Task prompt: Return each line of the data below that contains the string "filter".

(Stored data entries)
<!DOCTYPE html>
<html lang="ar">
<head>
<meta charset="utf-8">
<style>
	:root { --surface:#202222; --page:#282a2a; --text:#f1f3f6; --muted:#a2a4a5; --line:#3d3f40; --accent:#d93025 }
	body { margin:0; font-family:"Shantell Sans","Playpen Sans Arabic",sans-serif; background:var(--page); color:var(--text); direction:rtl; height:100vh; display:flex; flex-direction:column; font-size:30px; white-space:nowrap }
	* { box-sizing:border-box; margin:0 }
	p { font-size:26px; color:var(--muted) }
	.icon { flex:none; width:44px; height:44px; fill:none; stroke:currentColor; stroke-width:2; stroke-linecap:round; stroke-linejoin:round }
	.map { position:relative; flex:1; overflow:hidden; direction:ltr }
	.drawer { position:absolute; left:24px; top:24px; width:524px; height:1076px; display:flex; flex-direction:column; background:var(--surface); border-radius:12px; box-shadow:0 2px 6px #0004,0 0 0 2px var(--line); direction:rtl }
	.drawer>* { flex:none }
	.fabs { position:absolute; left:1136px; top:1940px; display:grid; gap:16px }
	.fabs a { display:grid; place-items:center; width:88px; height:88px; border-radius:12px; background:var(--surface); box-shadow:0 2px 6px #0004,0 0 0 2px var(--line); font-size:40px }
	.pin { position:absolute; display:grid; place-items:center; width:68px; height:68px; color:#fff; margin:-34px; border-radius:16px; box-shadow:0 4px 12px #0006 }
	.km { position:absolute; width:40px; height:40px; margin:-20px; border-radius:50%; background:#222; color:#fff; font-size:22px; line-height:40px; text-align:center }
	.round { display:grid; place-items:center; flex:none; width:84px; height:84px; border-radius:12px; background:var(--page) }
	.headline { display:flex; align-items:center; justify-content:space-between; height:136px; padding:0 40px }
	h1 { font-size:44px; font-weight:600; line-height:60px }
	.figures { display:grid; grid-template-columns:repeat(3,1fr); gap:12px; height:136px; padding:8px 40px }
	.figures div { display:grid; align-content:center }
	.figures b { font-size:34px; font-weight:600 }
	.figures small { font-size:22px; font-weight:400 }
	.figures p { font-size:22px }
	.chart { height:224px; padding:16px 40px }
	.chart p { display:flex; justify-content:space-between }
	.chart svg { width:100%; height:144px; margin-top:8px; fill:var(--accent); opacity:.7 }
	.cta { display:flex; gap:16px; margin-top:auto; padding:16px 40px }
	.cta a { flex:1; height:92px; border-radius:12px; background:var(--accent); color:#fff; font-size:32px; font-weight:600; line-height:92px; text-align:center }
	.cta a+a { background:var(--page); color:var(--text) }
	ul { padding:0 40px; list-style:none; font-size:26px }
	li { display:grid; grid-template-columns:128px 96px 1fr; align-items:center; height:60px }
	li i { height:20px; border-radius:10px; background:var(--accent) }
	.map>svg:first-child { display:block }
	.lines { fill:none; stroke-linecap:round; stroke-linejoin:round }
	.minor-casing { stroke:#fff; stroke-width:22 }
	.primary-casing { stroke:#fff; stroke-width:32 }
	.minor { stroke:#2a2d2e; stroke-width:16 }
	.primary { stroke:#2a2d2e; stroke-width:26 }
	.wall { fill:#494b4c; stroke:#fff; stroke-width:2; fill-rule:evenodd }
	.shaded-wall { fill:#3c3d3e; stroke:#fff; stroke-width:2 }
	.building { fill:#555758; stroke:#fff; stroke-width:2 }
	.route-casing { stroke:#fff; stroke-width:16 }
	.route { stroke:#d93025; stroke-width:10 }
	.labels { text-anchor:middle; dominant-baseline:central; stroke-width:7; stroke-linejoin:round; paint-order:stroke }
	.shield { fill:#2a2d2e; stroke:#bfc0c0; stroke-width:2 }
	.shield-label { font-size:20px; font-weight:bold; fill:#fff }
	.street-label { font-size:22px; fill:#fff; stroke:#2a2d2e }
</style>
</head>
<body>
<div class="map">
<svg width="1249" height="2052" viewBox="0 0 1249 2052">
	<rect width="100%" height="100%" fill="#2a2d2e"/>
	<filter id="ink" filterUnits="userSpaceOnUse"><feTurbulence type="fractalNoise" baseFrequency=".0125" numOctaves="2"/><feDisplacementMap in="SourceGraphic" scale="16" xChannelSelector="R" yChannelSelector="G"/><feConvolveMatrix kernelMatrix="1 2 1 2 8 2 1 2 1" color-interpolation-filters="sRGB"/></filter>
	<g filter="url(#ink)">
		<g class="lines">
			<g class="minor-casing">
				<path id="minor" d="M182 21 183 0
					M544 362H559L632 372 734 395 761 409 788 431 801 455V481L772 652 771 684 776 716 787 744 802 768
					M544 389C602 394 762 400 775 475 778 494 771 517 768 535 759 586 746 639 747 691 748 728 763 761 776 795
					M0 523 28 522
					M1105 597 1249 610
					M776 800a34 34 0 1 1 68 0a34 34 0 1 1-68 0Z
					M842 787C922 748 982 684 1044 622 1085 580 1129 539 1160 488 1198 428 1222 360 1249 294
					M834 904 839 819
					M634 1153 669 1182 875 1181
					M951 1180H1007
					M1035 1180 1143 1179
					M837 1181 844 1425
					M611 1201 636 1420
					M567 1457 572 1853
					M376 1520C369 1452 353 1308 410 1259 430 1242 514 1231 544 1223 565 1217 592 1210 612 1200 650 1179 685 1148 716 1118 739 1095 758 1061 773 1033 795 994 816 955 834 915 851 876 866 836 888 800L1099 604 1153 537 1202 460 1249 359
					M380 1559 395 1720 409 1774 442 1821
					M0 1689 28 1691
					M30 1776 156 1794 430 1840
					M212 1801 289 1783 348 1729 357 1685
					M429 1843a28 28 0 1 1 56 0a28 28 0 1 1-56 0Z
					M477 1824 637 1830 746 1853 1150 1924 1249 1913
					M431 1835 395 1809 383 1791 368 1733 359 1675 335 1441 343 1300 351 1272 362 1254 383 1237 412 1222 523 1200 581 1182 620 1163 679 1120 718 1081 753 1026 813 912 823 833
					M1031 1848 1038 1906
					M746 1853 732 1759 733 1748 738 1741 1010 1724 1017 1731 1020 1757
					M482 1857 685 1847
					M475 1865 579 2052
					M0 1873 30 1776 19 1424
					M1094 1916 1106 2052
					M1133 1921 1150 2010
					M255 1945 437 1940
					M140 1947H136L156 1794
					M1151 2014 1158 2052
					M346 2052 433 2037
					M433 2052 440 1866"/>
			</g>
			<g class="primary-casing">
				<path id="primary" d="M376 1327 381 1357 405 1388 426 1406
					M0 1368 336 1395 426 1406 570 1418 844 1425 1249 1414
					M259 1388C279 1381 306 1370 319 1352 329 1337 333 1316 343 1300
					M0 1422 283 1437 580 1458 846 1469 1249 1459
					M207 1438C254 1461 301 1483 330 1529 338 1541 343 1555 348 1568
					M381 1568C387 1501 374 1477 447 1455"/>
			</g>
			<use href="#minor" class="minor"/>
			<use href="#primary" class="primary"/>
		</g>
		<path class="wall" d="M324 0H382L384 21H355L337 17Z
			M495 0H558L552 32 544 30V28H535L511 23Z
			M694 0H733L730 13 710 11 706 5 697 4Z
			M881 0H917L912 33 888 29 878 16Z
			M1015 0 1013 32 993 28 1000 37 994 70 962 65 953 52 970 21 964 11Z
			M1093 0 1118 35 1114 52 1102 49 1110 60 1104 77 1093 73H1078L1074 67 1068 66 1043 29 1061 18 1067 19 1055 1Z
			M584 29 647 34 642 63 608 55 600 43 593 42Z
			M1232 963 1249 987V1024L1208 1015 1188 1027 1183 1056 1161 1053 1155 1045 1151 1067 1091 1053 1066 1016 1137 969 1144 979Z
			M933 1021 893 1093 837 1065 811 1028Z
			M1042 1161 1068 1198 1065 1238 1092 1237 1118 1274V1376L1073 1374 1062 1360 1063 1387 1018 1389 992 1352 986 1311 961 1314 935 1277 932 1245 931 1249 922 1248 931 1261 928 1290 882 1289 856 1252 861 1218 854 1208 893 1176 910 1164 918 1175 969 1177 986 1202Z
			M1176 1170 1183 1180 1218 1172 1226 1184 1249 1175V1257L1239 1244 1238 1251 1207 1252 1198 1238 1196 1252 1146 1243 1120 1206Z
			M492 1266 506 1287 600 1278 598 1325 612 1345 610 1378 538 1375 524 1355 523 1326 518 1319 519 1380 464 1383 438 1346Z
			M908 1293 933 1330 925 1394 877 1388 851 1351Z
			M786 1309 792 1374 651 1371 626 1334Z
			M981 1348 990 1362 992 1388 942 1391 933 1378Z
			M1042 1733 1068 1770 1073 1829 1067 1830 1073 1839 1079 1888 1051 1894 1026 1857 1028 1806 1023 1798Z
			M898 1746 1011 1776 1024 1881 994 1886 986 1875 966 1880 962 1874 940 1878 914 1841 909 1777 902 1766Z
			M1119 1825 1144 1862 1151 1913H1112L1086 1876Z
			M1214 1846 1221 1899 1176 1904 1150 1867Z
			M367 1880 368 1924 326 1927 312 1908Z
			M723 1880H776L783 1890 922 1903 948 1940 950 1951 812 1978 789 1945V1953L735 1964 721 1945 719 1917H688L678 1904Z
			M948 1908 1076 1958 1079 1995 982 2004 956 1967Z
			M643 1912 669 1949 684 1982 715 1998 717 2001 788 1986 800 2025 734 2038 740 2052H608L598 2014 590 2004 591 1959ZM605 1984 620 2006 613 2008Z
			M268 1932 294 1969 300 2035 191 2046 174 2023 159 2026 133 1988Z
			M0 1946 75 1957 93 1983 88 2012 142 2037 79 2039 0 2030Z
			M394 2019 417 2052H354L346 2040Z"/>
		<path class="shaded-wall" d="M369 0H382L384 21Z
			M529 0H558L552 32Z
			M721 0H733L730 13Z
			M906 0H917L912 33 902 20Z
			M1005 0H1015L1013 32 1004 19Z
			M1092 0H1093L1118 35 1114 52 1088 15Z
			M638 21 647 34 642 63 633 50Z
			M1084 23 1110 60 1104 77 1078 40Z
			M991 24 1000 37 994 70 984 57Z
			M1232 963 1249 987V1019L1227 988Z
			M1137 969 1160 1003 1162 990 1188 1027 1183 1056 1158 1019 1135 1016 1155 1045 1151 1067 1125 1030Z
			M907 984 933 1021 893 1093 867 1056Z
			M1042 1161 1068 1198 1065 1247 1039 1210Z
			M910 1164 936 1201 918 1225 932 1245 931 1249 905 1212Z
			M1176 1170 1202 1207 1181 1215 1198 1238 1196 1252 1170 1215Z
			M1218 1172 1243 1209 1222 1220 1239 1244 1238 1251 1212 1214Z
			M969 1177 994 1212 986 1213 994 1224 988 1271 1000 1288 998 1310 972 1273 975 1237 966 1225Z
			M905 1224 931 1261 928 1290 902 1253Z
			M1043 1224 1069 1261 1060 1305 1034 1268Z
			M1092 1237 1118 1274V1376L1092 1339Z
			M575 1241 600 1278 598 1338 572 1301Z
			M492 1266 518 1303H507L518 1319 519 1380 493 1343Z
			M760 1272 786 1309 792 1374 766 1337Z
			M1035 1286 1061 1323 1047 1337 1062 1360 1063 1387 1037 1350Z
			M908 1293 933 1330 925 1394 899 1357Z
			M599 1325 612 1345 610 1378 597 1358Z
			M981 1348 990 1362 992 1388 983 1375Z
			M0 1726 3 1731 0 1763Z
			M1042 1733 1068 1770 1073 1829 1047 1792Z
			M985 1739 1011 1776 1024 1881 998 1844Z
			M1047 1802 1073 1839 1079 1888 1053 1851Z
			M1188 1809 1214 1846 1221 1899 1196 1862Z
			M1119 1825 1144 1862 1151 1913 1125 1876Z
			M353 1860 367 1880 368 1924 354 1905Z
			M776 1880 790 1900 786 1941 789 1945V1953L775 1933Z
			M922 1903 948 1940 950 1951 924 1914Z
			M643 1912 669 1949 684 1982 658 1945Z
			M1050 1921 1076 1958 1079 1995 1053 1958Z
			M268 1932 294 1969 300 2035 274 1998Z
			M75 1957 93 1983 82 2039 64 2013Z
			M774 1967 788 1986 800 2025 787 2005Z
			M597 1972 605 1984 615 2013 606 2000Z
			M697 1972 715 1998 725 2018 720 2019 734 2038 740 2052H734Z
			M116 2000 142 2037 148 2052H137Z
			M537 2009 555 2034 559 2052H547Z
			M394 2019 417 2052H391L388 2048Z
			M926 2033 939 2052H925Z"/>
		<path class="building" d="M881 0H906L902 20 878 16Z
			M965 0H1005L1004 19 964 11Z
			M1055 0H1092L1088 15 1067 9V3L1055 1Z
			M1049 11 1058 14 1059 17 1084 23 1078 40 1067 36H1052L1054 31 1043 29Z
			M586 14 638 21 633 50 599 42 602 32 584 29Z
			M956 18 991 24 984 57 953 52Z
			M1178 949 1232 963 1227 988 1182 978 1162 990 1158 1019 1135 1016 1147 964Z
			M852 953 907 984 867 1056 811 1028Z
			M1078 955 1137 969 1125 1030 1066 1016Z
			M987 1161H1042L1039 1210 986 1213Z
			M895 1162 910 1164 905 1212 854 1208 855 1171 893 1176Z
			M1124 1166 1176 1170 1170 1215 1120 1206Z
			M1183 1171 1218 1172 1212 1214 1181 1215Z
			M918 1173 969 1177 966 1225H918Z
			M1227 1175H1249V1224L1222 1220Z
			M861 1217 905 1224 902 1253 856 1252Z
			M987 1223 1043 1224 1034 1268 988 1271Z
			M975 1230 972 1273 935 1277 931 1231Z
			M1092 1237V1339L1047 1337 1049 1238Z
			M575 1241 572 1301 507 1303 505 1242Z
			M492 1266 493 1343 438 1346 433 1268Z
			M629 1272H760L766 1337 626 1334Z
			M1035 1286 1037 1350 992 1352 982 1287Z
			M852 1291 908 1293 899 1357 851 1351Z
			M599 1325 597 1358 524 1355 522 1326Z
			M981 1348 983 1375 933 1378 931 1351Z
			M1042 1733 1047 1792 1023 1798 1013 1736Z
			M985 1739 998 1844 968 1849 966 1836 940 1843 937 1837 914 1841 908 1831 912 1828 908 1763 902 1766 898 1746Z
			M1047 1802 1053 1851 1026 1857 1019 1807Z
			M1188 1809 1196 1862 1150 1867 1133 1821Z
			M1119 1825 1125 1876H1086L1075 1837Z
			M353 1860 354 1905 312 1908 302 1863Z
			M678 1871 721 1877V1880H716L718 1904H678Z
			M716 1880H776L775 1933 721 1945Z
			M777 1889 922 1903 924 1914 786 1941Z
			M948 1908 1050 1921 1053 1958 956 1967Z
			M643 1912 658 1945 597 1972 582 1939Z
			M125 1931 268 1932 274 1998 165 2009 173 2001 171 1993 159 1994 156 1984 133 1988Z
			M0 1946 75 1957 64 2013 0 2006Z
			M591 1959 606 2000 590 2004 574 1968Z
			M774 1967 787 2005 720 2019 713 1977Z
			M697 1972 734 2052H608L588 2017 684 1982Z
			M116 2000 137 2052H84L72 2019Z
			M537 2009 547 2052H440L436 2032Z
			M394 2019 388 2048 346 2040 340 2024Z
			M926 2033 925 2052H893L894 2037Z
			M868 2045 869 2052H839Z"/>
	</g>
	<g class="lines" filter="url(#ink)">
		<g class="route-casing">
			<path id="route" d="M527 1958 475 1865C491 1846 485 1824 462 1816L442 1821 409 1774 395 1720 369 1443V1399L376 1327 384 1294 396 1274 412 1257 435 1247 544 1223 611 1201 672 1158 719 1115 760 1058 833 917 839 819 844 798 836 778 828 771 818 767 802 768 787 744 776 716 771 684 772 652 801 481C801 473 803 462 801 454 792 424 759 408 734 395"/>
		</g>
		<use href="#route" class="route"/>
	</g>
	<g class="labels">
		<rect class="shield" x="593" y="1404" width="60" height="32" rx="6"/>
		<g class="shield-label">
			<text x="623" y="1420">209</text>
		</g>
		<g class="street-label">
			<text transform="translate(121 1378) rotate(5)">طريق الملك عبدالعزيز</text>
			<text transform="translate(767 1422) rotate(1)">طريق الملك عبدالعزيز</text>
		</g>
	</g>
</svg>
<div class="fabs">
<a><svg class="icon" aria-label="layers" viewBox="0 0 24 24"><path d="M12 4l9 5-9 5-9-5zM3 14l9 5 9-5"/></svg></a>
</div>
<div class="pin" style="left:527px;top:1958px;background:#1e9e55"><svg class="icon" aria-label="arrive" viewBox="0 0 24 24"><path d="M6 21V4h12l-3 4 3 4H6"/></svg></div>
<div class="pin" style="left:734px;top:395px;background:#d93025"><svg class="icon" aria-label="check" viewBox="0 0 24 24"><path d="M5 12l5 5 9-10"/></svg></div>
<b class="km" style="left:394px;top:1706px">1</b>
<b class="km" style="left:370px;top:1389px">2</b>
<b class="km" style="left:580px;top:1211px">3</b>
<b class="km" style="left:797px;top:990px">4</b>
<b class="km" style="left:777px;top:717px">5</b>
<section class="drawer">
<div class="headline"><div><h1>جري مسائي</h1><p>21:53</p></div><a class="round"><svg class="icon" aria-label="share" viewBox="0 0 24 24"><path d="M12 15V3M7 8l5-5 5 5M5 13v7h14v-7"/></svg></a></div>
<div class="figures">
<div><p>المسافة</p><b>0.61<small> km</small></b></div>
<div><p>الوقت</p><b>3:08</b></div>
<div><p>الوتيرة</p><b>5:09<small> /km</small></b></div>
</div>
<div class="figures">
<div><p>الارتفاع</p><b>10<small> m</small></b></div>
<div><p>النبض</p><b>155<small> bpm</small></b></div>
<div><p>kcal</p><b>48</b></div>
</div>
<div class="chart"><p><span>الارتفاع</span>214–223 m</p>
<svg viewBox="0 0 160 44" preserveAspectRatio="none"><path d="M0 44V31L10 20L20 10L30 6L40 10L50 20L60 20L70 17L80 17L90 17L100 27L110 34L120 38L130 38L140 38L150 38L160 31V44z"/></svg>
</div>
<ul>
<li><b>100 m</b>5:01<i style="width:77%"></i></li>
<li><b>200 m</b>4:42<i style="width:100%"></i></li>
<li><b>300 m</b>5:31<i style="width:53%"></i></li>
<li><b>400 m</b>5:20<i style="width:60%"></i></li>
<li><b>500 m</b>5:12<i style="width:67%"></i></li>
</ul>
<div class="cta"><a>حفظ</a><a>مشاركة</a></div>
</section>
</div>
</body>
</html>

Answer:
	<filter id="ink" filterUnits="userSpaceOnUse"><feTurbulence type="fractalNoise" baseFrequency=".0125" numOctaves="2"/><feDisplacementMap in="SourceGraphic" scale="16" xChannelSelector="R" yChannelSelector="G"/><feConvolveMatrix kernelMatrix="1 2 1 2 8 2 1 2 1" color-interpolation-filters="sRGB"/></filter>
	<g filter="url(#ink)">
	<g class="lines" filter="url(#ink)">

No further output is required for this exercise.